A single number is the answer: how many lines of the data hold "solid"?

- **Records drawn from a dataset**
########
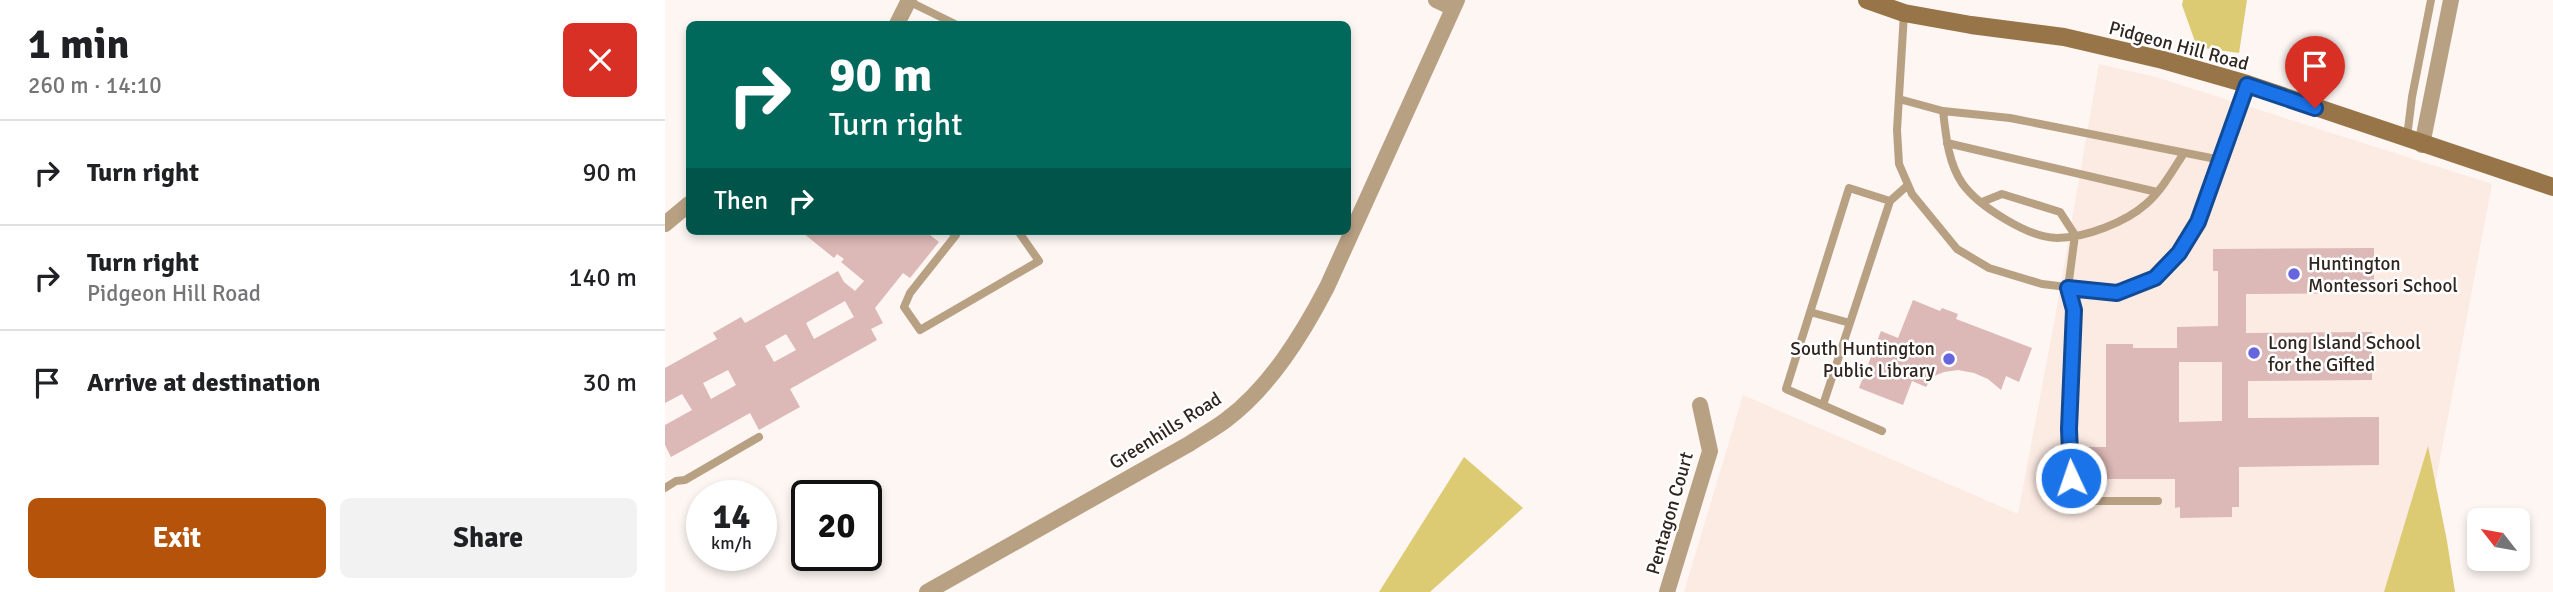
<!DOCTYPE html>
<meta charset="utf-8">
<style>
body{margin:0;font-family:Signika,sans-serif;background:#f2f2f2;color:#202124;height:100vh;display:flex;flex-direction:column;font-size:26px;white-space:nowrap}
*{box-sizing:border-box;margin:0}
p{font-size:23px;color:#757577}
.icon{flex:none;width:38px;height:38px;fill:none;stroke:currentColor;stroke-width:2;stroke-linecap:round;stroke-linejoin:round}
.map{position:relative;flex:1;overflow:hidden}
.side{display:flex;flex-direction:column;background:#fff;width:665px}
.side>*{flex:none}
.hud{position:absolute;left:21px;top:21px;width:665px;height:214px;border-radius:10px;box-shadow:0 4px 10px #0003;background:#00695c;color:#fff;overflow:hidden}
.needle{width:46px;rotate:301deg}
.fabs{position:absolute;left:1802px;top:508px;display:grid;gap:14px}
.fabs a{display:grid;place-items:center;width:63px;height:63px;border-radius:10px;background:#fff;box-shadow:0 4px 10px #0003;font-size:35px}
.speed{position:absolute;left:21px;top:480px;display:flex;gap:14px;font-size:35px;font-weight:700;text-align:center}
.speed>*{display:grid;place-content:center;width:91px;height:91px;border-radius:50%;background:#fff;box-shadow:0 4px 10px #0003;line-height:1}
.speed small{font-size:18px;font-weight:400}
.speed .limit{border:4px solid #111;border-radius:10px;background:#fff;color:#111}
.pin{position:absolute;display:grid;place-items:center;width:60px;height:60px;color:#fff;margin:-72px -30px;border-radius:50% 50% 50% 0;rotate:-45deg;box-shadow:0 0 7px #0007}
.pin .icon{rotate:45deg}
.me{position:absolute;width:77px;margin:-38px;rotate:357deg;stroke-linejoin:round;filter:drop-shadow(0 0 5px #0008)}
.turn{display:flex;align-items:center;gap:24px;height:147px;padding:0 28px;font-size:32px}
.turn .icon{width:91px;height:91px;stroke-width:2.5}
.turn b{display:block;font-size:49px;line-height:60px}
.then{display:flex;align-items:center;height:66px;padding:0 28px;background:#0003;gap:14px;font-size:26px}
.round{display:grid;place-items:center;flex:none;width:74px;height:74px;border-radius:10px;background:#f2f2f2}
.headline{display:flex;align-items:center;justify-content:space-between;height:119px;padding:0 28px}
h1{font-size:42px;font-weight:800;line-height:52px}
.button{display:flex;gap:14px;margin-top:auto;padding:14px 28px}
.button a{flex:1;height:80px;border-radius:10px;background:#b45309;color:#fff;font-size:28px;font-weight:800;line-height:80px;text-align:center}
.button a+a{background:#f2f2f2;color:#202124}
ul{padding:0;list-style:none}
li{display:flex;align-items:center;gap:21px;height:105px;padding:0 28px;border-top:2px solid #e0e0e0}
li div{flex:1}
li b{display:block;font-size:26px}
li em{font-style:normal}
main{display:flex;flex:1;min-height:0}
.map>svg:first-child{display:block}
.built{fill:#fcebe3}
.forest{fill:#ddcb74}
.building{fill:#dcb8b6;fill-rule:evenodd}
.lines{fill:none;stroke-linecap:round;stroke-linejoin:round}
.lane{stroke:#b8a083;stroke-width:8}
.street{stroke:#b8a083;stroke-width:16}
.secondary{stroke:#987548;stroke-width:18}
.route-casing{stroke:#114b97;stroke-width:18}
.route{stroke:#1a73e8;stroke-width:12}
.poi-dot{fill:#6765de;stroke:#fff;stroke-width:2.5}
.labels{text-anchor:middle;stroke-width:5;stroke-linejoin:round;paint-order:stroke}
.street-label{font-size:19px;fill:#30251f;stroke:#fff}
.poi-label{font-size:19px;fill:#30251f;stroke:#fff;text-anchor:start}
</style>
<main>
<section class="side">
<div class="headline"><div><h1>1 min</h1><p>260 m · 14:10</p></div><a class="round" style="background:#d93025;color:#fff"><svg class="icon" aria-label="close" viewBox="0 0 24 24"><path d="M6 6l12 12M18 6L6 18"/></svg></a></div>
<ul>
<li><svg class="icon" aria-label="right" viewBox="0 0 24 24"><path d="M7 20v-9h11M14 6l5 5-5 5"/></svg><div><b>Turn right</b></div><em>90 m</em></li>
<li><svg class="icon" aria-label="right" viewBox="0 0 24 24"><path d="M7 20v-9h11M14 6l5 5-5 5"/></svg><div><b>Turn right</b><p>Pidgeon Hill Road</p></div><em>140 m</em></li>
<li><svg class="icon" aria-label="arrive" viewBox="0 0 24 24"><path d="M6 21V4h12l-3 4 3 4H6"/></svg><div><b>Arrive at destination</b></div><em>30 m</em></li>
</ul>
<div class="button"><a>Exit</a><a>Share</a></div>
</section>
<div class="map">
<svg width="1888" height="592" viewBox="0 0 1888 592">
<rect width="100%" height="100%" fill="#fdf6f3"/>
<path class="built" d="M1434 64 1491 77 1827 184 1750 592H1019L1078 395 1353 514 1391 312Z"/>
<path class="forest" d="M1518 0H1582L1574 53 1532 47 1517 5Z
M1763 446 1782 541 1790 592H1719Z
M799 457 858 508 765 592H714Z"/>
<path class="building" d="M140 231H260L274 242 245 278 238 273 210 308 218 323 206 329 212 340 125 389 135 407 94 430 85 413 6 457 0 445V425L27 410 17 394 0 403V368L52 339 48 333 76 317 80 323 173 271 179 282 190 291 199 281 176 262 179 259 172 254 169 258 138 233ZM180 301 189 317 149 339 141 323ZM121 334 131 350 109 362 100 346ZM63 370 71 385 46 399 38 383Z
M1709 248V293L1581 294V333L1707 332V380L1583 381V418L1714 417V465L1574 467V507H1567V517L1515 518V507L1510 508V479H1418V447H1441V344H1468V348H1512V327L1553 326V271H1548V249ZM1514 362H1557V421L1514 422Z
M1248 300 1275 311 1277 308 1293 314 1291 319 1367 348 1354 382 1341 376 1336 390 1323 379 1309 373 1293 370 1279 372 1267 377 1261 387 1247 381 1238 405 1194 388 1216 331 1233 338Z"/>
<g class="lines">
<path class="lane" d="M243 1 290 24
M1239 13 1232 130 1234 164 1247 194 1292 249 1324 268 1377 284 1453 293 1491 278 1514 253 1533 221 1582 84
M1234 99 1278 111 1345 118 1556 160
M1278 111C1281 136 1283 162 1297 183 1313 206 1364 238 1392 238 1420 238 1461 222 1481 204 1497 190 1508 170 1519 153
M1742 137 1747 97 1766 0
M1282 143 1492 192
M1317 202 1337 194 1395 212 1410 235 1403 288 1409 310 1404 429 1408 501H1493
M285 231 291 235 245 293 239 307 255 330 374 261 353 231
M1145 312 1185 323
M1158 405 1225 201
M1217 431 1121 389 1184 188 1225 201 1243 185
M0 488 11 481 20 480 94 437"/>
<path class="street" d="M771 0 788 8
M232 24 244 0
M1757 145 1786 0
M0 224 24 204
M262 592 524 444C536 436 549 429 561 420 605 387 637 335 662 287L792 0
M1002 592 1045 451 1035 405"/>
<path class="secondary" d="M1202 0 1239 13 1306 25 1399 37 1498 60 1582 84 1888 187"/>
</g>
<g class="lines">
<g class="route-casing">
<path id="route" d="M1406 478 1404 429 1409 310 1403 288 1452 293 1490 278 1514 253 1533 222 1582 85 1650 108"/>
</g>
<use href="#route" class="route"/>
</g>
<g class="poi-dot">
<circle cx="1629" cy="274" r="7"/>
<circle cx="1589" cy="353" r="7"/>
<circle cx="1284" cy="359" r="7"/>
</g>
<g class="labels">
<g class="street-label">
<text transform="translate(1514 45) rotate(15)" y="7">Pidgeon Hill Road</text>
<text transform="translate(500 430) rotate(-32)" y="7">Greenhills Road</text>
<text transform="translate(1004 513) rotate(-74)" y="7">Pentagon Court</text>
</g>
<g class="poi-label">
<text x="1643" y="270">Huntington<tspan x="1643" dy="22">Montessori School</tspan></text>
<text x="1603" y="349">Long Island School<tspan x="1603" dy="22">for the Gifted</tspan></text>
<text x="1270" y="355" text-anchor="end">South Huntington<tspan x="1270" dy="22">Public Library</tspan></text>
</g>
</g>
</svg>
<div class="fabs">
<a><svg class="needle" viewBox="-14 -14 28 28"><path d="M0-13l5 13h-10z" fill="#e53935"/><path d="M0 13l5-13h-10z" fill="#757577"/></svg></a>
</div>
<div class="speed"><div>14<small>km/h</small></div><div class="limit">20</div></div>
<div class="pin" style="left:1650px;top:108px;background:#d93025"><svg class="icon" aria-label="arrive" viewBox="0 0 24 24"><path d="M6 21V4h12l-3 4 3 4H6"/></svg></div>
<svg class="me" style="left:1406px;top:478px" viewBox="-20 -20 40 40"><circle r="17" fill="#1a73e8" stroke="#fff" stroke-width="3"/><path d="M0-11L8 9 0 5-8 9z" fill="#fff"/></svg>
<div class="hud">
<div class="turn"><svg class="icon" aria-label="right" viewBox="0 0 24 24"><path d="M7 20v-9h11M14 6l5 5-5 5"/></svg><div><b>90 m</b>Turn right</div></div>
<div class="then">Then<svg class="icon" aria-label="right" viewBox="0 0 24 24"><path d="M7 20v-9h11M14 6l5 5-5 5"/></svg></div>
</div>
</div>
</main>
########
- **Answer to the problem**
2